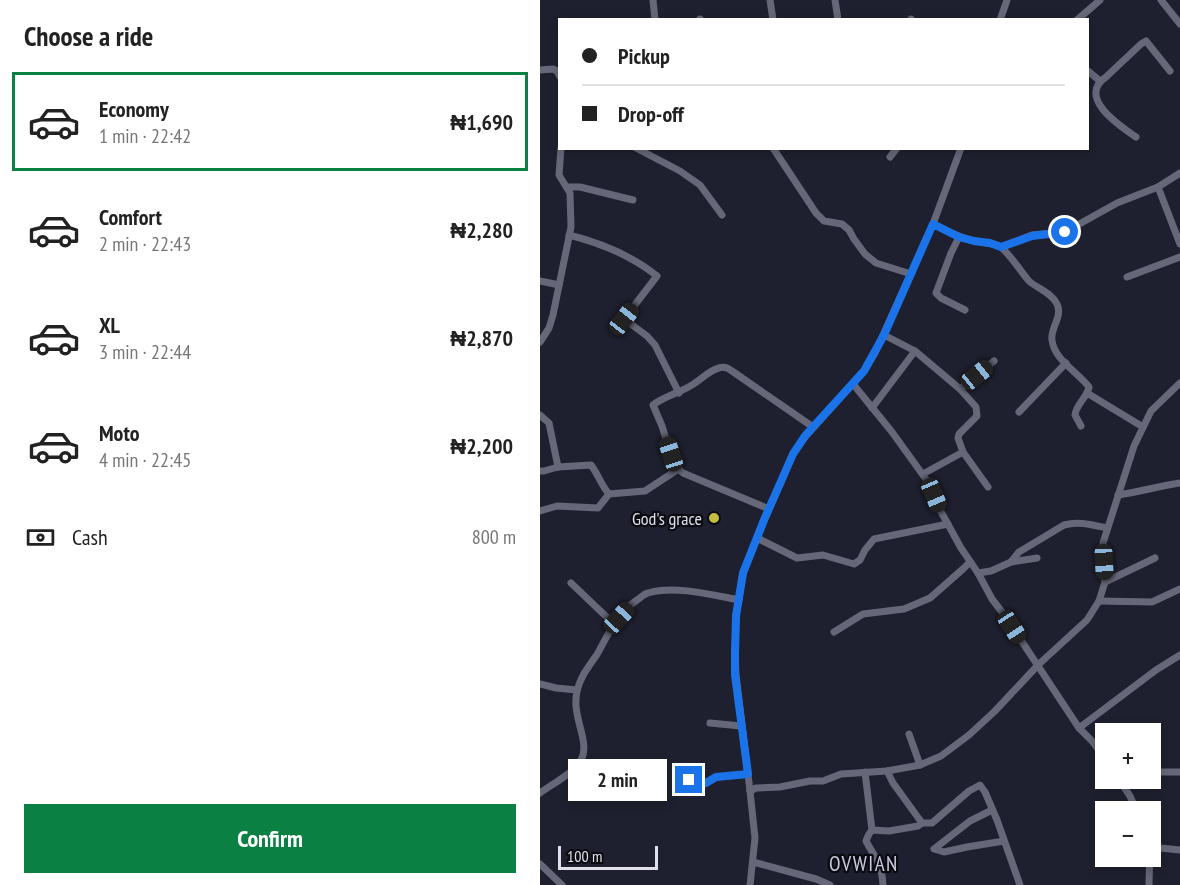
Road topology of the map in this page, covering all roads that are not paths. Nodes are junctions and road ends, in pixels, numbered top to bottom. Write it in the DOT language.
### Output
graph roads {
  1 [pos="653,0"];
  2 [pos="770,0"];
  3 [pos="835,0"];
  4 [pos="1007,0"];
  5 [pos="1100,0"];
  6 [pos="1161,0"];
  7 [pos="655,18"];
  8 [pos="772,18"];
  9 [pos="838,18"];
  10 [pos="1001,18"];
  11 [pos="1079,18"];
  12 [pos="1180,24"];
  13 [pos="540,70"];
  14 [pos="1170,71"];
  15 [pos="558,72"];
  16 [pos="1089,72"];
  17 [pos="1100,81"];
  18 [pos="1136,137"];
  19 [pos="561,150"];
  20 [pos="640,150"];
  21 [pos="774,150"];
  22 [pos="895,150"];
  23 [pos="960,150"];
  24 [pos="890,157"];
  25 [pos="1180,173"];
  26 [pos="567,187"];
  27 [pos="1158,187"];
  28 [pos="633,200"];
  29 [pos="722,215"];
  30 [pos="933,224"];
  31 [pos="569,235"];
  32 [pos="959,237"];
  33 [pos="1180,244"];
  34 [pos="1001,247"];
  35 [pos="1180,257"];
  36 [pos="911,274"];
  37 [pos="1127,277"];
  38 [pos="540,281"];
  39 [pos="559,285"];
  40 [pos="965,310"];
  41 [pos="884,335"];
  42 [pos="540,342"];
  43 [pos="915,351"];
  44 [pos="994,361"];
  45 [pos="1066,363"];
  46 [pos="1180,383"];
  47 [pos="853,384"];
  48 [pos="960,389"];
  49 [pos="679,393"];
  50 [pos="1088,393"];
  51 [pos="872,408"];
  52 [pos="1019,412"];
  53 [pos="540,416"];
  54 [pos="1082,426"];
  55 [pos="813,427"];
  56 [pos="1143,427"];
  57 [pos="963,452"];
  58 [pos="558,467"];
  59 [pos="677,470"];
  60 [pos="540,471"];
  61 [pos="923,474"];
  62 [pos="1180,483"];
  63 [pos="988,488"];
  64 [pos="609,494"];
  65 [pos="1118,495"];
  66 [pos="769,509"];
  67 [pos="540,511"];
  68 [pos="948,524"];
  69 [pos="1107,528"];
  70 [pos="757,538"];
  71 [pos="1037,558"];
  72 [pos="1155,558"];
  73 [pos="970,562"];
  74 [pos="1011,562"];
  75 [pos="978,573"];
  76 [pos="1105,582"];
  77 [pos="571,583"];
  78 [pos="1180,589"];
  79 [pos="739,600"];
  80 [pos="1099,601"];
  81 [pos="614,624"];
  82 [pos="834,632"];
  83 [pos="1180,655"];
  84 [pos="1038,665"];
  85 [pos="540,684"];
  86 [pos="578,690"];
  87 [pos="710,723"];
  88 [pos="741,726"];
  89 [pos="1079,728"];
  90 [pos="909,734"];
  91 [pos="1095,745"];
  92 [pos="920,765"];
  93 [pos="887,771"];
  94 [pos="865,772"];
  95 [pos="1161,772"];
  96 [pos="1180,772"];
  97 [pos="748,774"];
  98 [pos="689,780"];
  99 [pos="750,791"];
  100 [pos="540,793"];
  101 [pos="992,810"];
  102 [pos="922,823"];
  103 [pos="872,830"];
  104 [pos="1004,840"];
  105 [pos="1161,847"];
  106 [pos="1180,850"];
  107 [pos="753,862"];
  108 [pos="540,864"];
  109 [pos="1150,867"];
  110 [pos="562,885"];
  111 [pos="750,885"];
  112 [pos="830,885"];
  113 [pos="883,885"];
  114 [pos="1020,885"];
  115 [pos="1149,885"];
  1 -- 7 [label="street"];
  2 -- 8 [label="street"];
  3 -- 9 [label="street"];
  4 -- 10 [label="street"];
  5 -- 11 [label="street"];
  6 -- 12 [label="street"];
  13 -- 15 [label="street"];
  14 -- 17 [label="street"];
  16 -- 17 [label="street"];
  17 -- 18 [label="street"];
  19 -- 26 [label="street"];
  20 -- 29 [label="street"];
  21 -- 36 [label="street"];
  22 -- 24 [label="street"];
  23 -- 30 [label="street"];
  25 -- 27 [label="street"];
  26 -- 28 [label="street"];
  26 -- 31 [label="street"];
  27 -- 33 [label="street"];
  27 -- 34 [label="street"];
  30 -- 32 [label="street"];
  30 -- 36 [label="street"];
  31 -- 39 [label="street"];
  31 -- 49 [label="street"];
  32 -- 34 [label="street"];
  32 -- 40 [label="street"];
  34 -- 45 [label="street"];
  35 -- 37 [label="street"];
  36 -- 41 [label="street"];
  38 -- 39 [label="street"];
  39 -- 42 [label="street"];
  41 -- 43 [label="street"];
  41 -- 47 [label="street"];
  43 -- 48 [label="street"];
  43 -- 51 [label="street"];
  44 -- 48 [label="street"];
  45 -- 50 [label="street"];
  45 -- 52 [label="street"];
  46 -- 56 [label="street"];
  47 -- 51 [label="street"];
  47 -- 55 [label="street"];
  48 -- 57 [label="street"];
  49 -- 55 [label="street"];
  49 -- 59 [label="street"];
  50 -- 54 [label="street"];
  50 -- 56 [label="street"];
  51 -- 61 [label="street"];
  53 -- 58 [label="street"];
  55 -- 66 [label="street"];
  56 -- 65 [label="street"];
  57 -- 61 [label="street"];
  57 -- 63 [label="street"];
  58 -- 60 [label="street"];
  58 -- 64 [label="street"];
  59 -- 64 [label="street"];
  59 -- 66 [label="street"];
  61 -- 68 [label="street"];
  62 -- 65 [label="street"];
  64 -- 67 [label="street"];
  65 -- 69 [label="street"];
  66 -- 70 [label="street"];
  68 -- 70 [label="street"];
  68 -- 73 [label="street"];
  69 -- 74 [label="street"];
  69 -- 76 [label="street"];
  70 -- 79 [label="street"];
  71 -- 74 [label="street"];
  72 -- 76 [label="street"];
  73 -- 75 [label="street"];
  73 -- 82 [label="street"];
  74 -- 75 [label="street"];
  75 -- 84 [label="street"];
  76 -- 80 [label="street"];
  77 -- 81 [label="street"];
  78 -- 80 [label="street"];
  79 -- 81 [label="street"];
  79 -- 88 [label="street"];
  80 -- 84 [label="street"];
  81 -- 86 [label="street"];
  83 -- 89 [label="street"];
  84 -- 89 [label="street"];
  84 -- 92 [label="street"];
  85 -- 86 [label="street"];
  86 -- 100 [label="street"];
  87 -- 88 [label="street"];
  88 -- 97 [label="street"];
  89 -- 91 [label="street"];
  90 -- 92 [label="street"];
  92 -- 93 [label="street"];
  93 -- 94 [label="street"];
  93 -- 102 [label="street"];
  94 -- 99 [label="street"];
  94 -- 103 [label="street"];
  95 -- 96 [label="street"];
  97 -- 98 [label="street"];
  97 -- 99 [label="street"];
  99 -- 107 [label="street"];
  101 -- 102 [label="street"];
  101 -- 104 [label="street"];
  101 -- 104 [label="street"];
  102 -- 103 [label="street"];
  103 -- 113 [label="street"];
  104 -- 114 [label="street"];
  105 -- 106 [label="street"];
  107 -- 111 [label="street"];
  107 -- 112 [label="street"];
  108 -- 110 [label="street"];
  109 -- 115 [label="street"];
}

--------------------

PROMPT -
Apply a filter for "roads" to the data above, then copy each line that matches.

RESULT FOR THIS EXERCISE -
Road topology of the map in this page, covering all roads that are not paths. Nodes are junctions and road ends, in pixels, numbered top to bottom. Write it in the DOT language.
graph roads {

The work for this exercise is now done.